The Code Is Lava

Concerning Solutions Bigger Than One Team

Robert F Murdock
7 min readJul 10, 2020

It feels like my job in life has become akin to the Scooby-Doo gang. I keep finding problems wearing technical masks, and yanking them off, revealing “the real problem was human-nature the whole time!” So bear with me — things are about to get a little dense, a little galaxy-brain, and probably has some banalities sprinkled throughout. But hopefully when you get through this text-miasma, you will have a clearer understanding of what the real villain is, and maybe a thought or two about how to manage it.

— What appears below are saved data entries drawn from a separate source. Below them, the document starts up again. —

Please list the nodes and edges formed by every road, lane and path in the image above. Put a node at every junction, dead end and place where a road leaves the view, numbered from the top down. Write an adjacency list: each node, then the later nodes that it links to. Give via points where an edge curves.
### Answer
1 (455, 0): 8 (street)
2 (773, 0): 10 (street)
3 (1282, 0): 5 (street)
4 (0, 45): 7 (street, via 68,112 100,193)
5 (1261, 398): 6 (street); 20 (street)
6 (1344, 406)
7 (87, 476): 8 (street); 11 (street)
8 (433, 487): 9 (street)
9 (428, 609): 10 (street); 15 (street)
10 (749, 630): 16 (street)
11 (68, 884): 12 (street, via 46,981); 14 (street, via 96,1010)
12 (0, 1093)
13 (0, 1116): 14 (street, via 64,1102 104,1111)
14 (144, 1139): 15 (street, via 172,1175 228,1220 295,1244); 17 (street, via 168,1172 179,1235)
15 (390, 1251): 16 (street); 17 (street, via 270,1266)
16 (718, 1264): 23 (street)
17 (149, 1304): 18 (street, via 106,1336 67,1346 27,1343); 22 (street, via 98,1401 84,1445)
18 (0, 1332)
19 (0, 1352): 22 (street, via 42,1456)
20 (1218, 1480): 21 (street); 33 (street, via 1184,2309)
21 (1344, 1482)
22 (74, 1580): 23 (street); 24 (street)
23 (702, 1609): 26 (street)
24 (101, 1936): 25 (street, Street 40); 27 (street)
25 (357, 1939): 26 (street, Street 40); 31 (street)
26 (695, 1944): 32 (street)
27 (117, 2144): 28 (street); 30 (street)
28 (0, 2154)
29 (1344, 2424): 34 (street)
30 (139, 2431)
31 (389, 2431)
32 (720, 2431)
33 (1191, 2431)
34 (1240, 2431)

Deep breath… let’s go.

Today, the masked problem is: “How should I organize large-scale architecture?” In the wild, this frequently degrades into “how do I get valuable output from these 200 developers?”

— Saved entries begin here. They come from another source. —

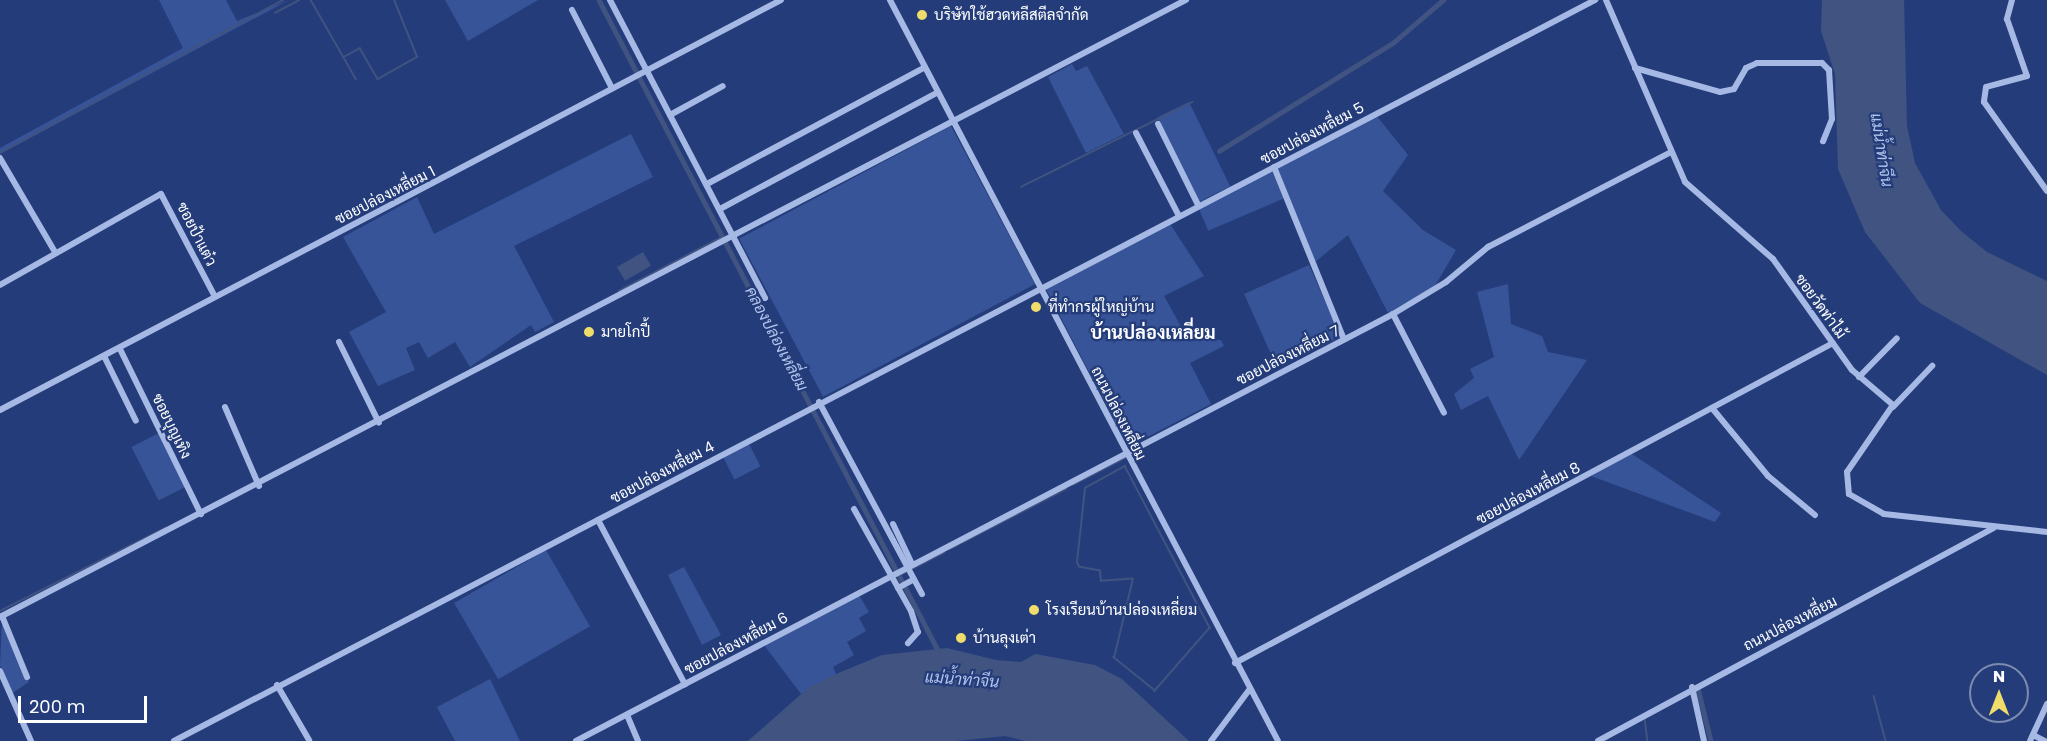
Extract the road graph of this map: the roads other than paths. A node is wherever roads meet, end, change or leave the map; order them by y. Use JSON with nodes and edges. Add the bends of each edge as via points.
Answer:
{"nodes":[{"id":1,"x":610,"y":0,"type":"edge"},
{"id":2,"x":781,"y":0,"type":"edge"},
{"id":3,"x":890,"y":0,"type":"edge"},
{"id":4,"x":1186,"y":0,"type":"edge"},
{"id":5,"x":1595,"y":0,"type":"edge"},
{"id":6,"x":1606,"y":0,"type":"edge"},
{"id":7,"x":2012,"y":0,"type":"edge"},
{"id":8,"x":572,"y":10,"type":"dead end"},
{"id":9,"x":925,"y":67,"type":"junction"},
{"id":10,"x":1635,"y":68,"type":"junction"},
{"id":11,"x":644,"y":72,"type":"junction"},
{"id":12,"x":723,"y":86,"type":"dead end"},
{"id":13,"x":612,"y":88,"type":"junction"},
{"id":14,"x":938,"y":92,"type":"junction"},
{"id":15,"x":670,"y":115,"type":"junction"},
{"id":16,"x":953,"y":122,"type":"junction"},
{"id":17,"x":1158,"y":124,"type":"dead end"},
{"id":18,"x":1136,"y":133,"type":"dead end"},
{"id":19,"x":1823,"y":141,"type":"dead end"},
{"id":20,"x":1671,"y":152,"type":"junction"},
{"id":21,"x":0,"y":158,"type":"edge"},
{"id":22,"x":1274,"y":167,"type":"junction"},
{"id":23,"x":707,"y":184,"type":"junction"},
{"id":24,"x":2047,"y":191,"type":"edge"},
{"id":25,"x":1198,"y":205,"type":"junction"},
{"id":26,"x":720,"y":209,"type":"junction"},
{"id":27,"x":1179,"y":216,"type":"junction"},
{"id":28,"x":735,"y":237,"type":"junction"},
{"id":29,"x":56,"y":252,"type":"junction"},
{"id":30,"x":0,"y":285,"type":"edge"},
{"id":31,"x":1040,"y":286,"type":"junction"},
{"id":32,"x":215,"y":297,"type":"junction"},
{"id":33,"x":765,"y":298,"type":"dead end"},
{"id":34,"x":1393,"y":314,"type":"junction"},
{"id":35,"x":1897,"y":338,"type":"dead end"},
{"id":36,"x":1344,"y":339,"type":"junction"},
{"id":37,"x":339,"y":342,"type":"dead end"},
{"id":38,"x":1833,"y":343,"type":"junction"},
{"id":39,"x":120,"y":349,"type":"junction"},
{"id":40,"x":104,"y":356,"type":"junction"},
{"id":41,"x":1932,"y":366,"type":"dead end"},
{"id":42,"x":1859,"y":377,"type":"junction"},
{"id":43,"x":819,"y":402,"type":"junction"},
{"id":44,"x":1893,"y":407,"type":"junction"},
{"id":45,"x":225,"y":408,"type":"dead end"},
{"id":46,"x":1712,"y":408,"type":"junction"},
{"id":47,"x":0,"y":410,"type":"edge"},
{"id":48,"x":1444,"y":413,"type":"dead end"},
{"id":49,"x":377,"y":420,"type":"junction"},
{"id":50,"x":136,"y":421,"type":"dead end"},
{"id":51,"x":1126,"y":453,"type":"junction"},
{"id":52,"x":260,"y":486,"type":"junction"},
{"id":53,"x":854,"y":509,"type":"dead end"},
{"id":54,"x":201,"y":513,"type":"junction"},
{"id":55,"x":1815,"y":515,"type":"dead end"},
{"id":56,"x":598,"y":520,"type":"junction"},
{"id":57,"x":893,"y":524,"type":"dead end"},
{"id":58,"x":1993,"y":528,"type":"junction"},
{"id":59,"x":2047,"y":532,"type":"edge"},
{"id":60,"x":908,"y":567,"type":"junction"},
{"id":61,"x":891,"y":575,"type":"junction"},
{"id":62,"x":912,"y":581,"type":"junction"},
{"id":63,"x":899,"y":587,"type":"junction"},
{"id":64,"x":922,"y":594,"type":"dead end"},
{"id":65,"x":1,"y":616,"type":"edge"},
{"id":66,"x":908,"y":642,"type":"dead end"},
{"id":67,"x":1235,"y":663,"type":"junction"},
{"id":68,"x":0,"y":671,"type":"edge"},
{"id":69,"x":27,"y":677,"type":"dead end"},
{"id":70,"x":685,"y":684,"type":"junction"},
{"id":71,"x":277,"y":685,"type":"junction"},
{"id":72,"x":1692,"y":687,"type":"junction"},
{"id":73,"x":1249,"y":690,"type":"junction"},
{"id":74,"x":2047,"y":704,"type":"edge"},
{"id":75,"x":627,"y":715,"type":"junction"},
{"id":76,"x":2031,"y":738,"type":"edge"},
{"id":77,"x":309,"y":740,"type":"edge"},
{"id":78,"x":30,"y":741,"type":"edge"},
{"id":79,"x":174,"y":741,"type":"edge"},
{"id":80,"x":576,"y":741,"type":"edge"},
{"id":81,"x":638,"y":741,"type":"edge"},
{"id":82,"x":1211,"y":741,"type":"edge"},
{"id":83,"x":1278,"y":741,"type":"edge"},
{"id":84,"x":1598,"y":741,"type":"edge"},
{"id":85,"x":1704,"y":741,"type":"edge"},
{"id":86,"x":2045,"y":741,"type":"edge"}],
"edges":[{"from":1,"to":11,"type":"street"},
{"from":2,"to":11,"type":"street","name":"ซอยปล่องเหลี่ยม 1"},
{"from":3,"to":9,"type":"street","name":"ถนนปล่องเหลี่ยม"},
{"from":4,"to":16,"type":"street"},
{"from":5,"to":22,"type":"street","name":"ซอยปล่องเหลี่ยม 5"},
{"from":6,"to":10,"type":"street","name":"ซอยวัดท่าไม้"},
{"from":7,"to":24,"type":"street","via":[[2007,19],[2027,75],[1986,87],[1984,102]]},
{"from":8,"to":13,"type":"street"},
{"from":9,"to":14,"type":"street","name":"ถนนปล่องเหลี่ยม"},
{"from":9,"to":23,"type":"street"},
{"from":10,"to":19,"type":"street","via":[[1720,93],[1734,89],[1746,68],[1757,63],[1822,63],[1829,70],[1832,119]]},
{"from":10,"to":20,"type":"street","name":"ซอยวัดท่าไม้"},
{"from":11,"to":13,"type":"street","name":"ซอยปล่องเหลี่ยม 1"},
{"from":11,"to":15,"type":"street"},
{"from":12,"to":15,"type":"street"},
{"from":13,"to":32,"type":"street","name":"ซอยปล่องเหลี่ยม 1"},
{"from":14,"to":16,"type":"street","name":"ถนนปล่องเหลี่ยม"},
{"from":14,"to":26,"type":"street"},
{"from":15,"to":23,"type":"street"},
{"from":16,"to":28,"type":"street"},
{"from":16,"to":31,"type":"street","name":"ถนนปล่องเหลี่ยม"},
{"from":17,"to":25,"type":"street"},
{"from":18,"to":27,"type":"street"},
{"from":20,"to":34,"type":"street","name":"ซอยปล่องเหลี่ยม 7","via":[[1488,247],[1446,282]]},
{"from":20,"to":38,"type":"street","name":"ซอยวัดท่าไม้","via":[[1687,185],[1773,259]]},
{"from":21,"to":29,"type":"street"},
{"from":22,"to":25,"type":"street","name":"ซอยปล่องเหลี่ยม 5"},
{"from":22,"to":36,"type":"street"},
{"from":23,"to":26,"type":"street"},
{"from":25,"to":27,"type":"street","name":"ซอยปล่องเหลี่ยม 5"},
{"from":26,"to":28,"type":"street"},
{"from":27,"to":31,"type":"street","name":"ซอยปล่องเหลี่ยม 5"},
{"from":28,"to":33,"type":"street"},
{"from":28,"to":49,"type":"street"},
{"from":29,"to":30,"type":"street"},
{"from":29,"to":32,"type":"street","name":"ซอยป้าแต๋ว","via":[[161,194]]},
{"from":31,"to":43,"type":"street","name":"ซอยปล่องเหลี่ยม 4"},
{"from":31,"to":51,"type":"street","name":"ถนนปล่องเหลี่ยม"},
{"from":32,"to":39,"type":"street","name":"ซอยปล่องเหลี่ยม 1"},
{"from":34,"to":36,"type":"street","name":"ซอยปล่องเหลี่ยม 7"},
{"from":34,"to":48,"type":"street"},
{"from":35,"to":42,"type":"street"},
{"from":36,"to":51,"type":"street","name":"ซอยปล่องเหลี่ยม 7"},
{"from":37,"to":49,"type":"street"},
{"from":38,"to":42,"type":"street","name":"ซอยวัดท่าไม้"},
{"from":38,"to":46,"type":"street","name":"ซอยปล่องเหลี่ยม 8"},
{"from":39,"to":40,"type":"street","name":"ซอยปล่องเหลี่ยม 1"},
{"from":39,"to":54,"type":"street","name":"ซอยบุญเทิง"},
{"from":40,"to":47,"type":"street","name":"ซอยปล่องเหลี่ยม 1"},
{"from":40,"to":50,"type":"street"},
{"from":41,"to":44,"type":"street"},
{"from":42,"to":44,"type":"street","name":"ซอยวัดท่าไม้"},
{"from":43,"to":56,"type":"street","name":"ซอยปล่องเหลี่ยม 4"},
{"from":43,"to":60,"type":"street"},
{"from":44,"to":58,"type":"street","via":[[1847,472],[1849,495],[1884,514]]},
{"from":45,"to":52,"type":"street"},
{"from":46,"to":55,"type":"street","via":[[1767,476]]},
{"from":46,"to":67,"type":"street","name":"ซอยปล่องเหลี่ยม 8"},
{"from":49,"to":52,"type":"street"},
{"from":51,"to":60,"type":"street","name":"ซอยปล่องเหลี่ยม 7"},
{"from":51,"to":67,"type":"street","name":"ถนนปล่องเหลี่ยม"},
{"from":52,"to":54,"type":"street"},
{"from":53,"to":61,"type":"street"},
{"from":54,"to":65,"type":"street"},
{"from":56,"to":70,"type":"street"},
{"from":56,"to":71,"type":"street","name":"ซอยปล่องเหลี่ยม 4"},
{"from":57,"to":60,"type":"street"},
{"from":58,"to":59,"type":"street"},
{"from":58,"to":72,"type":"street","name":"ถนนปล่องเหลี่ยม"},
{"from":60,"to":61,"type":"street","name":"ซอยปล่องเหลี่ยม 6"},
{"from":60,"to":62,"type":"street"},
{"from":61,"to":63,"type":"street"},
{"from":61,"to":70,"type":"street","name":"ซอยปล่องเหลี่ยม 6"},
{"from":62,"to":63,"type":"street"},
{"from":62,"to":64,"type":"street"},
{"from":63,"to":66,"type":"street","via":[[918,631]]},
{"from":65,"to":69,"type":"street"},
{"from":67,"to":73,"type":"street","name":"ถนนปล่องเหลี่ยม"},
{"from":68,"to":78,"type":"street"},
{"from":70,"to":75,"type":"street","name":"ซอยปล่องเหลี่ยม 6"},
{"from":71,"to":77,"type":"street"},
{"from":71,"to":79,"type":"street","name":"ซอยปล่องเหลี่ยม 4"},
{"from":72,"to":84,"type":"street","name":"ถนนปล่องเหลี่ยม"},
{"from":72,"to":85,"type":"street"},
{"from":73,"to":82,"type":"street"},
{"from":73,"to":83,"type":"street","name":"ถนนปล่องเหลี่ยม"},
{"from":74,"to":76,"type":"street"},
{"from":75,"to":80,"type":"street","name":"ซอยปล่องเหลี่ยม 6"},
{"from":75,"to":81,"type":"street"},
{"from":76,"to":86,"type":"street"}]}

Now, the astute among you may have noticed that this is actually a problem created by assuming a solution to a different problem — both architecture specifications and mass-development are components of solutions. Even so, this is frequently the version of the problem that people encounter — “we have all of this build-capacity… how do we make use of it?”

The “how do we make use of it” question comes with baggage. Often there’s a history of wasted effort surrounding enterprise software at scale. Organizations dealing with these unwieldy masses look at software other companies are producing with tremendous jealousy and FOMO.

“They seem to be able to do so much more with so little… why are we having so many problems?” Yes, that is not a rational response. Yes, the reaction isn’t compensating for survivor bias (the software you see in the market doesn’t illustrate how many competitors died, or how expensive it was to get there). Despite all this, it is a very natural reaction. We all want to be successful, after all.

Perhaps related to this response, many organizations have fallen back on “system architecture superstructure” design in order to solve their organization problem. This tends to come in this form:

  • Take architectural ideas from other, successful companies, and create a massive architectural spec based on those ideas.
  • For each system in the spec, assign a team to manage it.
  • Revise massive spec periodically, merging or splitting modules and teams to match the new systemic goal.

Building large systems is hard. But the difficulty usually doesn’t come from the systemic parts of the design. No, the difficulty comes from the mismatch between what the system does and what it should do, and trying to bridge that gap.

Which brings us to the human problem underneath the technical problem — how to organize work to make the solution the best it could be? How can we maximize the chances that the solution will meet the need, even as the customer, the market and the technology evolve? Specifically, how do we organize the workforce for this?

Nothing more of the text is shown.